§ What you need to do
Which lines of the records below contain the word "graph"? Copy each of them out.

§ Provided records
####

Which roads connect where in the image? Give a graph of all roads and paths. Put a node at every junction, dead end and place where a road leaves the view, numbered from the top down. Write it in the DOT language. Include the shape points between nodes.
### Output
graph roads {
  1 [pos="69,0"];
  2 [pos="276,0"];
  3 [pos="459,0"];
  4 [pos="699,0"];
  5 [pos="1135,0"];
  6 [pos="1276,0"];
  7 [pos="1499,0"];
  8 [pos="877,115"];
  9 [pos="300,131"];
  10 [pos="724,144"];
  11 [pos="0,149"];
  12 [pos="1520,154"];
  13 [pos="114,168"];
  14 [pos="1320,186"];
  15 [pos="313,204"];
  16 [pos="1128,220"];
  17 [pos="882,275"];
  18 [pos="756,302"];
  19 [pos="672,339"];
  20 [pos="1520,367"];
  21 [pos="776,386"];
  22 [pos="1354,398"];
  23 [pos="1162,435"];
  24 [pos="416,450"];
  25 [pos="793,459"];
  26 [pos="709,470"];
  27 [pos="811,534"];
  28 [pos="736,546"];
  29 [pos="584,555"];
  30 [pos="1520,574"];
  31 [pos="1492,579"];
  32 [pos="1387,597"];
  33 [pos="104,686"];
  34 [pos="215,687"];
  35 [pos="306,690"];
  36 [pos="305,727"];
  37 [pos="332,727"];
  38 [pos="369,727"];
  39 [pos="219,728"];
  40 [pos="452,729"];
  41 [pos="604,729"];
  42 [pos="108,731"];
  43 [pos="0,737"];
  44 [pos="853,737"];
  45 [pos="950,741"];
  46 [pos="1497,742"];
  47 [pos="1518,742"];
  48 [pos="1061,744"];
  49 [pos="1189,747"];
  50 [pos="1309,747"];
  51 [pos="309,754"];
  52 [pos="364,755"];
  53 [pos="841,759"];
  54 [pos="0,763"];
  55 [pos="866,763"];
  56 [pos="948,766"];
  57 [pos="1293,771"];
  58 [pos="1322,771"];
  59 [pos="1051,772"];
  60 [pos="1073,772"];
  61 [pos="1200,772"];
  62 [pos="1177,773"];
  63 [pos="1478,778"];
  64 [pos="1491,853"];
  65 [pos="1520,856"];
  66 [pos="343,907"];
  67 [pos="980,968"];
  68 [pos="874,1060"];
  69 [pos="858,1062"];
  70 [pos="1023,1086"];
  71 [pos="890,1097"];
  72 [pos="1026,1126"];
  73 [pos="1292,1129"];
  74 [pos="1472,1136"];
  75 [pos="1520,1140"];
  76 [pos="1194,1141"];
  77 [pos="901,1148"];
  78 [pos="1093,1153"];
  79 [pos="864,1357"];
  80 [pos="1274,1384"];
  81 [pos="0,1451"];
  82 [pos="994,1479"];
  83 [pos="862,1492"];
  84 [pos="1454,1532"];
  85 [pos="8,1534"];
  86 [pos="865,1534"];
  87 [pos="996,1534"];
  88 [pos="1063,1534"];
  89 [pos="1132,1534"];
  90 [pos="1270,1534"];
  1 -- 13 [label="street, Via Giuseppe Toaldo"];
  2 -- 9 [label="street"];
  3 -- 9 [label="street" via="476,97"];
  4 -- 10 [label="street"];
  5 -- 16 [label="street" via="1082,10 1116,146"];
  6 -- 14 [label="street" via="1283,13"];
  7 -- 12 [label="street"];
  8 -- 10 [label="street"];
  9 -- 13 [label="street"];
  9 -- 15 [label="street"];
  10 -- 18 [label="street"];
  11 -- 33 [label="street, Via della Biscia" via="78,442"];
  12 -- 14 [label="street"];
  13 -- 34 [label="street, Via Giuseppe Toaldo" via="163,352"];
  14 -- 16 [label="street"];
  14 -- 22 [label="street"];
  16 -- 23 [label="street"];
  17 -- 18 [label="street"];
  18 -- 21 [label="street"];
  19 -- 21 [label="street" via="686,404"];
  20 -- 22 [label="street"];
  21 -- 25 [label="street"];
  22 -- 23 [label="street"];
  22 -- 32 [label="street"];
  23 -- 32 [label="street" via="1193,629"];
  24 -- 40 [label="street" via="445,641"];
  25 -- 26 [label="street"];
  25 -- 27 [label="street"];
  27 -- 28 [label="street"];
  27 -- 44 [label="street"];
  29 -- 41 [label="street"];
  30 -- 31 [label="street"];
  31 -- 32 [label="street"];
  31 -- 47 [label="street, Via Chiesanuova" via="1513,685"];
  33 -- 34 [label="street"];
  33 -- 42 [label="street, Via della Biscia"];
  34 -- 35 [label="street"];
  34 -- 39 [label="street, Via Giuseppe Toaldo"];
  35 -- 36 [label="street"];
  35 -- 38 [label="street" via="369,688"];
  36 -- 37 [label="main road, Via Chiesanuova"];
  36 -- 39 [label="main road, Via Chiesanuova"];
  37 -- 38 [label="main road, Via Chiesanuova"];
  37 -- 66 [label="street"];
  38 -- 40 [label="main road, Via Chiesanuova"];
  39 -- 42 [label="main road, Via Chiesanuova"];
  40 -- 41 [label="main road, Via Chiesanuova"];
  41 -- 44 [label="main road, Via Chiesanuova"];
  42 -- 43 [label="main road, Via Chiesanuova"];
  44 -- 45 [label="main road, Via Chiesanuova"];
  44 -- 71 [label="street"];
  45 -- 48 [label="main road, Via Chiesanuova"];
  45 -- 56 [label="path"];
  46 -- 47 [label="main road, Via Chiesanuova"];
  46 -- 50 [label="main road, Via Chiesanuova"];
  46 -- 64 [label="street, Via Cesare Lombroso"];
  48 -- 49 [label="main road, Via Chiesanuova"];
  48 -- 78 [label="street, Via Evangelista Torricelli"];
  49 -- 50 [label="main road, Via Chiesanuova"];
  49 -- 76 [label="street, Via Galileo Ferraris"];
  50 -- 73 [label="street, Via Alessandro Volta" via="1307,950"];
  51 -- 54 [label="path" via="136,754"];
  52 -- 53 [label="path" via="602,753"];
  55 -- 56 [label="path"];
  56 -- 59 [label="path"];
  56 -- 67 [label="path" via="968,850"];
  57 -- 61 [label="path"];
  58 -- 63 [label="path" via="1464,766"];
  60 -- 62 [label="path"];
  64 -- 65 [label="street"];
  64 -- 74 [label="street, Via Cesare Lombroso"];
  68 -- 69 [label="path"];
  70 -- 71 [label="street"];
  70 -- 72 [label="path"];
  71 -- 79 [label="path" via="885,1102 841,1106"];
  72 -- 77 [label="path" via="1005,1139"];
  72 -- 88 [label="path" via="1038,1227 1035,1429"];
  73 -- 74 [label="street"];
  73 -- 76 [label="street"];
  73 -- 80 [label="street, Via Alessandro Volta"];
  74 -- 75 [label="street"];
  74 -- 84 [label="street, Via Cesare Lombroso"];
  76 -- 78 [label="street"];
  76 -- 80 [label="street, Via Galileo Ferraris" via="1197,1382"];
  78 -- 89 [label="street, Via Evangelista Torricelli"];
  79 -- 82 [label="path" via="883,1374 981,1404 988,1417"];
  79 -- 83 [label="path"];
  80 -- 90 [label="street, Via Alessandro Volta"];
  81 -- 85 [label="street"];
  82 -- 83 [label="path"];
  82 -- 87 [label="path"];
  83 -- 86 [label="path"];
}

####

§ Reply to the task
Which roads connect where in the image? Give a graph of all roads and paths. Put a node at every junction, dead end and place where a road leaves the view, numbered from the top down. Write it in the DOT language. Include the shape points between nodes.
graph roads {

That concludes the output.